Robin Soderling (SWE) d. Rafael Nadal (ESP), 6-2, 6-7 (2), 6-4, 7-6 (2), French Open fourth round
There were a few smoke signals indicating that Nadal was vulnerable, not only physically but emotionally, as he alluded to personal issues later revealed to be related to his parents' breakup. But few would have fingered the laconic Swede as the one who would dethrone the four-time Roland Garros winner. Soderling played the match of his life, handling everything Nadal sent his way and swinging freely but intelligently from those coat-hanger shoulders. Soderling didn't lose steam but made it all the way to the final against Federer and continued to build on the unlikely turning point all year.
Comeback of the Year
Taylor Dent (USA)
The big serve-and-volleyer started the season at No. 865 and had no idea if his rebuilt back would hold up under the stress of elite play. Dent finished at No. 76, with a couple of lower-tier Challenger event titles under his belt and a gladiatorial five-set win in the second round of the U.S. Open that gave the Grandstand crowd collective goose bumps. It couldn't happen to a nicer guy.
Young Player to Watch
Ryan Harrison (USA)
The 17-year-old from Texas won two Futures events this season and earned a wild-card slot in the Australian Open main draw by winning a U.S. Tennis Association playoff this month.
Pair of aces
Bob and Mike Bryan led the fight to save doubles a few years ago, but on the north side of 30, with a new scoring system that made matches less predictable and with more top teams in the competitive mix, it was fair to ask if they'd be able to stick around long enough to enjoy the fruits of their labor. Yet the irrepressible twins roll on, ending this season at No. 1 thanks to clutch play at the ATP year-end championships.They now own 56 titles -- just five short of tying the career record held by Mark Woodforde and Todd Woodbridge of Australia that was once thought to be unassailable.

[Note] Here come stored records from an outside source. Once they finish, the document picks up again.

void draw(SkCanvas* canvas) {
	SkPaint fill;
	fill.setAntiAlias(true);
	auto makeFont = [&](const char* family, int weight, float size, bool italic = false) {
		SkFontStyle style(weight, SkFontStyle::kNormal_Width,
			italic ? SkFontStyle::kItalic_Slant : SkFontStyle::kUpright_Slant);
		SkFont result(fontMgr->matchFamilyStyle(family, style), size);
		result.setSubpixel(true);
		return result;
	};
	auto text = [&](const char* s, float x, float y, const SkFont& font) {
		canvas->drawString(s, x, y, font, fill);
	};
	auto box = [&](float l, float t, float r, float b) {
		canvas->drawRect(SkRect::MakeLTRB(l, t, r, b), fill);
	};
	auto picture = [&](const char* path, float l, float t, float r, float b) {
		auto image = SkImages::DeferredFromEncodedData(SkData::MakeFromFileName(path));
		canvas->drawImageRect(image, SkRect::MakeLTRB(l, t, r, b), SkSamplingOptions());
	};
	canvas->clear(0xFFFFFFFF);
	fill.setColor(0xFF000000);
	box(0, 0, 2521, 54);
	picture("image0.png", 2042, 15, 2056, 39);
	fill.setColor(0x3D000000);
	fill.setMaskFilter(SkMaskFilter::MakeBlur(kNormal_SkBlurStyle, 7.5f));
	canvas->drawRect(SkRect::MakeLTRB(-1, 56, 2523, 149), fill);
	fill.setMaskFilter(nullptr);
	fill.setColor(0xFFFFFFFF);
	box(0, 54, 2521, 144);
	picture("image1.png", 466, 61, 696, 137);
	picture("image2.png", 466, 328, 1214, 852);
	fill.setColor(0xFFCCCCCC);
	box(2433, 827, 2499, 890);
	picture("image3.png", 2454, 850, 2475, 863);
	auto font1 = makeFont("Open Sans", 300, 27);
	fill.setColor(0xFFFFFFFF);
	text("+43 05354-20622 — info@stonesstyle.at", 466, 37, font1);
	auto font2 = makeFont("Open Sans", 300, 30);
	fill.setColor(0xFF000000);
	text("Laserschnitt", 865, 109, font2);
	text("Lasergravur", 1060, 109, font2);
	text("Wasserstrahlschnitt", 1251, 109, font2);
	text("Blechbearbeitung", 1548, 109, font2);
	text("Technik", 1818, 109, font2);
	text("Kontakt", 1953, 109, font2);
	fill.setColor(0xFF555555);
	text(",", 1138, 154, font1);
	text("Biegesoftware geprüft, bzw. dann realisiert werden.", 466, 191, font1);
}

Literary event of the year
The big early reveal for Andre Agassi's autobiography, "Open" -- the fact that he had used the dangerous recreational drug crystal meth during a low point in his career, lied to the ATP after a positive drug test and got away with it -- turned out to be only the second-biggest surprise in a book that now tops the New York Times best-seller list. Fans will long debate how Agassi could have had such a stellar career while simultaneously hating what he was doing for a living. Questions linger about the ATP's handling of Agassi's 1997 drug test, and some players said he should pay a higher price for his subterfuge, but Agassi's legacy probably will emerge largely unscathed.

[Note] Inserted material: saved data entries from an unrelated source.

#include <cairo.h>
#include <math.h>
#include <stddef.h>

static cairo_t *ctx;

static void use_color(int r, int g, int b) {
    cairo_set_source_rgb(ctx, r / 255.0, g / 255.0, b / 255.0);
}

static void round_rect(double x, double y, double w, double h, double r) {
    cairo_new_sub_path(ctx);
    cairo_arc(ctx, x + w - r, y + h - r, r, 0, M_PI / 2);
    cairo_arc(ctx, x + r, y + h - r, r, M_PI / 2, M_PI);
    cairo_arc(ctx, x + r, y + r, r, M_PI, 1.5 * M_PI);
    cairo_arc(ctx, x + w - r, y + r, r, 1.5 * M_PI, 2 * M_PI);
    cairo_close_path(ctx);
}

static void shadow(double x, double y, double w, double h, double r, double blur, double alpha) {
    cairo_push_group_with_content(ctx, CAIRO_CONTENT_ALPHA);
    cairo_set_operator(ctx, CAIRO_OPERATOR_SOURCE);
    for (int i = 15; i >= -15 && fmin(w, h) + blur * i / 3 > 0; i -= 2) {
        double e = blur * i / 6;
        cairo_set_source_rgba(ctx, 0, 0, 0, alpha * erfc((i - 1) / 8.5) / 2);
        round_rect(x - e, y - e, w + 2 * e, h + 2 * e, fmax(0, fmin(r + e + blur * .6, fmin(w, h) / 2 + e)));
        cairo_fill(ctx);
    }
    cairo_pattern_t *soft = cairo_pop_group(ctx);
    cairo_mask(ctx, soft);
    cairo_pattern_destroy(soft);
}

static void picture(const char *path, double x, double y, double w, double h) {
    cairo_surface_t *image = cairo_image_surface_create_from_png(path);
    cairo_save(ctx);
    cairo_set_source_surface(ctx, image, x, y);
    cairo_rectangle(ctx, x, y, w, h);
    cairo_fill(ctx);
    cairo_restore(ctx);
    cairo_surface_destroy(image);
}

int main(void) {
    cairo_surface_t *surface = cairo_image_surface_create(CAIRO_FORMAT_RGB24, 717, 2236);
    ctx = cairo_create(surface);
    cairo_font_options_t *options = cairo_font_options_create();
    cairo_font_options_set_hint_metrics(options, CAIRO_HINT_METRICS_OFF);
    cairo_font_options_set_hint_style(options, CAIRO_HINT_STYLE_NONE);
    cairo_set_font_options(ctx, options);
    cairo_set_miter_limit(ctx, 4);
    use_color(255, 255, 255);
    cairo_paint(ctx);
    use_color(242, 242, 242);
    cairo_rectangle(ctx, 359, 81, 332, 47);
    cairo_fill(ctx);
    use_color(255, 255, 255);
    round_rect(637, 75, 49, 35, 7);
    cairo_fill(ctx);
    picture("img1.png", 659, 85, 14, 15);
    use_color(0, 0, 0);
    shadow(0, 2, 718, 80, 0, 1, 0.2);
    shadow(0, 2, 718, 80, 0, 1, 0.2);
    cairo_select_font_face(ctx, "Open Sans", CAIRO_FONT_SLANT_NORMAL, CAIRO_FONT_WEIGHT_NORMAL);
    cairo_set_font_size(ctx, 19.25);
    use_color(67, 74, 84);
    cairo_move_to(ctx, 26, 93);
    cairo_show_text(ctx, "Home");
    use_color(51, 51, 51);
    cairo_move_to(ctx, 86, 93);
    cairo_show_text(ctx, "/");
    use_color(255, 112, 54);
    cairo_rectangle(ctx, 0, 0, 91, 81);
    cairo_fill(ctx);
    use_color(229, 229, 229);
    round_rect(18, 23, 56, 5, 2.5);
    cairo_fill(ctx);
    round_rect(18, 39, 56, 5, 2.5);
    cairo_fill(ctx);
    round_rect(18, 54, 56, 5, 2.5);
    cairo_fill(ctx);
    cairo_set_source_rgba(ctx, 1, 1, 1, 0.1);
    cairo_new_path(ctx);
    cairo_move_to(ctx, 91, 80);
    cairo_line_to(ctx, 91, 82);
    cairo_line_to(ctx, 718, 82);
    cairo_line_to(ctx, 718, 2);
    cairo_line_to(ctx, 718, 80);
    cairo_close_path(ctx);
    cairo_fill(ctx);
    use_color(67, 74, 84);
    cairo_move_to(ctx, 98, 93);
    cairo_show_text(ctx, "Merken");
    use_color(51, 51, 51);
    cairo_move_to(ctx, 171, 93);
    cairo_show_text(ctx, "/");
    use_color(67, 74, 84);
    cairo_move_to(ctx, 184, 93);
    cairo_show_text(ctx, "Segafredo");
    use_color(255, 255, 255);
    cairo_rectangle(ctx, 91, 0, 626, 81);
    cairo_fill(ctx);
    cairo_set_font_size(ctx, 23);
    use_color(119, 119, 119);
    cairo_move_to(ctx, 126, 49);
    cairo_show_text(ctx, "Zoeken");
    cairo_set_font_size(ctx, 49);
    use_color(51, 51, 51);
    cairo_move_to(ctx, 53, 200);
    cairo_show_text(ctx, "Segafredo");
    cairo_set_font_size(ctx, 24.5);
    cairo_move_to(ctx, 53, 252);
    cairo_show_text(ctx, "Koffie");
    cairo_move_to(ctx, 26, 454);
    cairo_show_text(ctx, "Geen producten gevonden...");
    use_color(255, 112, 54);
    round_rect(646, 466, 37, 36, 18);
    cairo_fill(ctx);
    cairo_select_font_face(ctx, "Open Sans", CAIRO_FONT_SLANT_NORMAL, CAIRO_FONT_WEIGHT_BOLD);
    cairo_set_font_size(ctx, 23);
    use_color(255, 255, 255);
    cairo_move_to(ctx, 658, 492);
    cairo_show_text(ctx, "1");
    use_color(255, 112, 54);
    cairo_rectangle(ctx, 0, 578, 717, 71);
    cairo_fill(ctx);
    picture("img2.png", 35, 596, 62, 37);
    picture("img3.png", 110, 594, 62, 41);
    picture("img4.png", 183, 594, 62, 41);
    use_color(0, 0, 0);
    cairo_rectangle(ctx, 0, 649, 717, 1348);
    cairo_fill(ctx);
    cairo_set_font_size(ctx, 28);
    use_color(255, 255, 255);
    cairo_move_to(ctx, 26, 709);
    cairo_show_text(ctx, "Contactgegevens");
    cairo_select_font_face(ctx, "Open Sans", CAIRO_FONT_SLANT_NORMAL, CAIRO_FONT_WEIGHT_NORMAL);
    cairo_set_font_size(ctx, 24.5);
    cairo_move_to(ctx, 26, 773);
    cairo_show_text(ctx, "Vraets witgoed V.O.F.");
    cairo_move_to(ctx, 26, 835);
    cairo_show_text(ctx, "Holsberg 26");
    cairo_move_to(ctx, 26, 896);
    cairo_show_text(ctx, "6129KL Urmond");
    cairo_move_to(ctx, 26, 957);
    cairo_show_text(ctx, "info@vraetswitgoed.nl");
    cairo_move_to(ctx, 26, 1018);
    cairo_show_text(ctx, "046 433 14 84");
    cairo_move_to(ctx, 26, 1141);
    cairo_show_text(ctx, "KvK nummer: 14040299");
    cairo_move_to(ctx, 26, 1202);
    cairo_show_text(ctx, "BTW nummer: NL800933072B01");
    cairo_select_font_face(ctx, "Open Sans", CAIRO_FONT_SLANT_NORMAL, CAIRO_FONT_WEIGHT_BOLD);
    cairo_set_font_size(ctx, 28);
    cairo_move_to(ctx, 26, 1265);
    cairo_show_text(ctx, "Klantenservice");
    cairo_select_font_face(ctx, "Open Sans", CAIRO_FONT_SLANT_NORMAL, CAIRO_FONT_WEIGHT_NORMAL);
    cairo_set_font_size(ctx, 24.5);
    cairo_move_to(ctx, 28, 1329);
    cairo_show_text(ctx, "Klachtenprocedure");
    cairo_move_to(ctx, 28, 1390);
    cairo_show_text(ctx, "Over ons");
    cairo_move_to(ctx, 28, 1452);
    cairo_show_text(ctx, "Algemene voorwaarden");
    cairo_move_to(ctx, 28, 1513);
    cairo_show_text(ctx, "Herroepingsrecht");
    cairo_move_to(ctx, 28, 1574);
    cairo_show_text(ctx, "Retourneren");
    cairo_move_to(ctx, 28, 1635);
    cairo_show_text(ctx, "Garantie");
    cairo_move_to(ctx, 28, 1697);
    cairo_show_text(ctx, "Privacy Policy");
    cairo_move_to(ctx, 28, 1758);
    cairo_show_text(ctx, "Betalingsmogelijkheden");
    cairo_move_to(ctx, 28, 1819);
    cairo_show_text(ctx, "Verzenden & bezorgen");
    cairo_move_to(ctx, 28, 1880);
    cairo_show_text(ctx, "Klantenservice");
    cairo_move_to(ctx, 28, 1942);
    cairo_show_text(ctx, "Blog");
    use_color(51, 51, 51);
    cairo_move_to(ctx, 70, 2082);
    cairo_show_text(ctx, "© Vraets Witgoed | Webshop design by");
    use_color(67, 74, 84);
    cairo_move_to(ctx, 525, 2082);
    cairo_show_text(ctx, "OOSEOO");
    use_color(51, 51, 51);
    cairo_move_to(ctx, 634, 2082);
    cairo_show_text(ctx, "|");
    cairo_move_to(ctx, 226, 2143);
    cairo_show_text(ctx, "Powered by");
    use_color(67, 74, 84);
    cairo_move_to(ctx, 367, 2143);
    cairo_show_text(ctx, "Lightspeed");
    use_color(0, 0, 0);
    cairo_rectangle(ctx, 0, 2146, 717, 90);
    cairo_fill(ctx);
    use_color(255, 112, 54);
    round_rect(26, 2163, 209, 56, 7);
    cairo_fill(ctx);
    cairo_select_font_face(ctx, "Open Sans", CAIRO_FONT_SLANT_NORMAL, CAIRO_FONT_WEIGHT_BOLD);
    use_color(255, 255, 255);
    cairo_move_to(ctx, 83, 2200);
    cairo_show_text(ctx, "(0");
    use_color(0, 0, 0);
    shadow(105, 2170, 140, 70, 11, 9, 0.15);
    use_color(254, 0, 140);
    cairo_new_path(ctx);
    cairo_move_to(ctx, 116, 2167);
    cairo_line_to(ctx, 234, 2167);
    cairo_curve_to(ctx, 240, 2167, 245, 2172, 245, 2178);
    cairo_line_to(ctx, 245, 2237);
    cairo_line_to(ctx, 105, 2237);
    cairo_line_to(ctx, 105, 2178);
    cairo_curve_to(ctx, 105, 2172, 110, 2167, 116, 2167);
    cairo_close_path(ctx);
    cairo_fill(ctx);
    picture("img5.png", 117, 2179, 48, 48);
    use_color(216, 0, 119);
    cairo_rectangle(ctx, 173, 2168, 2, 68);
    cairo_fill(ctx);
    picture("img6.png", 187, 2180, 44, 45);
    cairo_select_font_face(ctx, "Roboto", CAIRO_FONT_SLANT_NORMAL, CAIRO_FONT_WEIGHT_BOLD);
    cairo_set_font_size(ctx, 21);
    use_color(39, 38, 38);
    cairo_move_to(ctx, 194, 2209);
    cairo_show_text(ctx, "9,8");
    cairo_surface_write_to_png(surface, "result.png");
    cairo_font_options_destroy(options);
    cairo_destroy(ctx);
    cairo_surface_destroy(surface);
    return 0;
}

Please get well soon, Mario Ancic.
Chile's Fernando Gonzalez expressed his displeasure with a line call during his French Open semifinal against Soderling by sitting down on the mark and rubbing it out with his posterior.

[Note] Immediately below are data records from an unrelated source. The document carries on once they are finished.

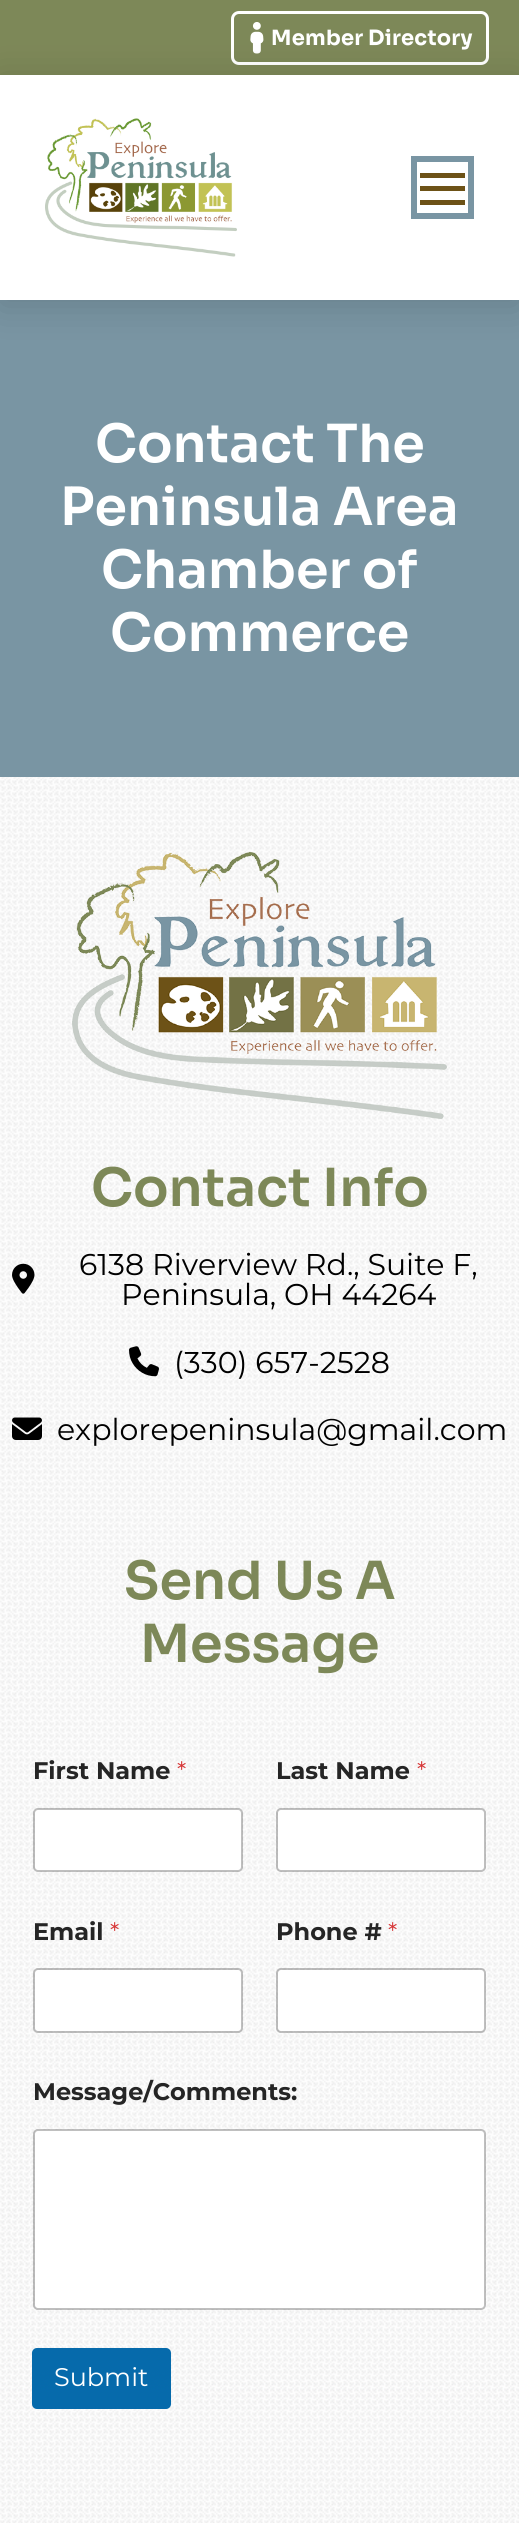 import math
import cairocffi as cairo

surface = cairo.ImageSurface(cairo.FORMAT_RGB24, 519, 2523)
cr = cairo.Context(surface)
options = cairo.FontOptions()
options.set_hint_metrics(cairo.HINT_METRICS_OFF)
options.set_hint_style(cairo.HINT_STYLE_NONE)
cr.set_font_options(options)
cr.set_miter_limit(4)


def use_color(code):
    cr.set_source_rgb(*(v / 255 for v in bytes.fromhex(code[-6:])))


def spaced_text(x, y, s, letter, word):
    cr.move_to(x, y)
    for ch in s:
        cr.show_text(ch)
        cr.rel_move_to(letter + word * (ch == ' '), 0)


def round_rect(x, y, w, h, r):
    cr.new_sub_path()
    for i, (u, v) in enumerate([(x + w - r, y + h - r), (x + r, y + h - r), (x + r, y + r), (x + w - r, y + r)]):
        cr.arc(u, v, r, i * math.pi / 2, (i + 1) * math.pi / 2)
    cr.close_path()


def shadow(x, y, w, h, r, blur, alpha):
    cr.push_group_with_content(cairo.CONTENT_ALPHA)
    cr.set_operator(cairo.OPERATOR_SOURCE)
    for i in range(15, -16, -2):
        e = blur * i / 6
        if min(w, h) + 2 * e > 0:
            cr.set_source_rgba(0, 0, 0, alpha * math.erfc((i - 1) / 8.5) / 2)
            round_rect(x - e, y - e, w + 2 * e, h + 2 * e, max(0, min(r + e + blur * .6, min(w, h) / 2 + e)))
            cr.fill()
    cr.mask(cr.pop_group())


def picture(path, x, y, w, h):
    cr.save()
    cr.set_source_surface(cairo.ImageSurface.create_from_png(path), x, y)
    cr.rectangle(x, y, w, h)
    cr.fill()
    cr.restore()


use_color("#7995a3")
cr.paint()
use_color("#7d8858")
cr.rectangle(0, 0, 519, 75)
cr.fill()
round_rect(232.5, 12.5, 255, 51, 6.5)
use_color("#ffffff")
cr.set_line_width(3)
cr.stroke()
picture("img2.png", 250, 22, 14, 32)
use_color("#000000")
shadow(0, 80, 519, 225, 0, 19, 0.15)
use_color("#ffffff")
cr.rectangle(0, 75, 519, 225)
cr.fill()
picture("img1.png", 45, 118, 192, 139)
cr.rectangle(414, 159, 57, 57)
use_color("#7995a3")
cr.set_line_width(6)
cr.stroke()
use_color("#6d5217")
cr.rectangle(420, 173, 45, 5)
cr.fill()
cr.rectangle(420, 186, 45, 5)
cr.fill()
cr.rectangle(420, 200, 45, 5)
cr.fill()
cr.select_font_face("Sora", cairo.FONT_SLANT_NORMAL, cairo.FONT_WEIGHT_BOLD)
cr.set_font_size(21)
use_color("#ffffff")
spaced_text(271, 45, "Member Directory", 0.25, 0)
cr.select_font_face("Sora SemiBold")
cr.set_font_size(52.5)
cr.move_to(95, 462)
cr.show_text("Contact The")
cr.move_to(60, 525)
cr.show_text("Peninsula Area")
cr.move_to(101, 588)
cr.show_text("Chamber of")
cr.move_to(110, 651)
cr.show_text("Commerce")
picture("img3.png", 0, 777, 519, 1746)
picture("img4.png", 72, 852, 375, 267)
use_color("#7d8858")
cr.move_to(91, 1206)
cr.show_text("Contact Info")
picture("img5.png", 12, 1263, 23, 31)
cr.select_font_face("Montserrat")
cr.set_font_size(30)
use_color("#000000")
cr.move_to(79, 1275)
cr.show_text("6138 Riverview Rd., Suite F,")
cr.move_to(121, 1305)
cr.show_text("Peninsula, OH 44264")
picture("img6.png", 129, 1346, 30, 31)
cr.move_to(174, 1373)
cr.show_text("(330) 657-2528")
picture("img7.png", 12, 1417, 30, 23)
cr.move_to(57, 1440)
cr.show_text("explorepeninsula@gmail.com")
cr.select_font_face("Sora SemiBold")
cr.set_font_size(52.5)
use_color("#7d8858")
cr.move_to(124, 1599)
cr.show_text("Send Us A")
cr.move_to(140, 1662)
cr.show_text("Message")
cr.select_font_face("Montserrat", cairo.FONT_SLANT_NORMAL, cairo.FONT_WEIGHT_BOLD)
cr.set_font_size(24)
use_color("#252525")
cr.move_to(33, 1779)
cr.show_text("First Name")
cr.select_font_face("Montserrat")
use_color("#d63637")
cr.move_to(177, 1779)
cr.show_text("*")
use_color("#ffffff")
round_rect(35, 1809, 207, 62, 3)
cr.fill()
round_rect(34, 1809, 208, 62, 4)
cr.set_source_rgba(0, 0, 0, 0.25)
cr.set_line_width(2)
cr.stroke()
cr.select_font_face("Montserrat", cairo.FONT_SLANT_NORMAL, cairo.FONT_WEIGHT_BOLD)
use_color("#252525")
cr.move_to(276, 1779)
cr.show_text("Last Name")
cr.select_font_face("Montserrat")
use_color("#d63637")
cr.move_to(417, 1779)
cr.show_text("*")
use_color("#ffffff")
round_rect(278, 1809, 207, 62, 3)
cr.fill()
round_rect(277, 1809, 208, 62, 4)
cr.set_source_rgba(0, 0, 0, 0.25)
cr.stroke()
cr.select_font_face("Montserrat", cairo.FONT_SLANT_NORMAL, cairo.FONT_WEIGHT_BOLD)
use_color("#252525")
cr.move_to(33, 1940)
cr.show_text("Email")
cr.select_font_face("Montserrat")
use_color("#d63637")
cr.move_to(110, 1940)
cr.show_text("*")
use_color("#ffffff")
round_rect(35, 1970, 207, 61, 3)
cr.fill()
round_rect(34, 1969, 208, 63, 4)
cr.set_source_rgba(0, 0, 0, 0.25)
cr.stroke()
cr.select_font_face("Montserrat", cairo.FONT_SLANT_NORMAL, cairo.FONT_WEIGHT_BOLD)
use_color("#252525")
cr.move_to(276, 1940)
cr.show_text("Phone #")
cr.select_font_face("Montserrat")
use_color("#d63637")
cr.move_to(388, 1940)
cr.show_text("*")
use_color("#ffffff")
round_rect(278, 1970, 207, 61, 3)
cr.fill()
round_rect(277, 1969, 208, 63, 4)
cr.set_source_rgba(0, 0, 0, 0.25)
cr.stroke()
cr.select_font_face("Montserrat", cairo.FONT_SLANT_NORMAL, cairo.FONT_WEIGHT_BOLD)
use_color("#252525")
cr.move_to(33, 2100)
cr.show_text("Message/Comments:")
use_color("#ffffff")
round_rect(35, 2130, 450, 179, 3)
cr.fill()
round_rect(34, 2130, 451, 179, 4)
cr.set_source_rgba(0, 0, 0, 0.25)
cr.stroke()
use_color("#066aab")
round_rect(32, 2348, 139, 61, 5)
cr.fill()
cr.select_font_face("Montserrat")
cr.set_font_size(25.5)
use_color("#ffffff")
cr.move_to(54, 2386)
cr.show_text("Submit")
surface.write_to_png("result.png")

In an incident that could have been much scarier, a Spanish soccer fan jumped onto center court during the French Open final and tried to put a hat on the startled Federer, actually making physical contact
before security guards reached him and dragged him off.
France's Fabrice Santoro considered retiring after the 2008 season but stuck around for his 21st campaign, delighting fans, if not always his opponents, with his chips and moonballs. Over the course of a remarkable career, "The Magician" played against 20 of the 24 men who have held the No. 1 ranking since the modern system was implemented in 1973.
"I'm ambitious. I want to achieve some things. I'm different from another person who want to lay back and do nothing for rest of the life and talk nonsense on ESPN, talk about my [2000 U.S. Open final] match against [Pete] Sampras. I will not do that.'' -- Marat Safin, after playing his last match at Flushing Meadows.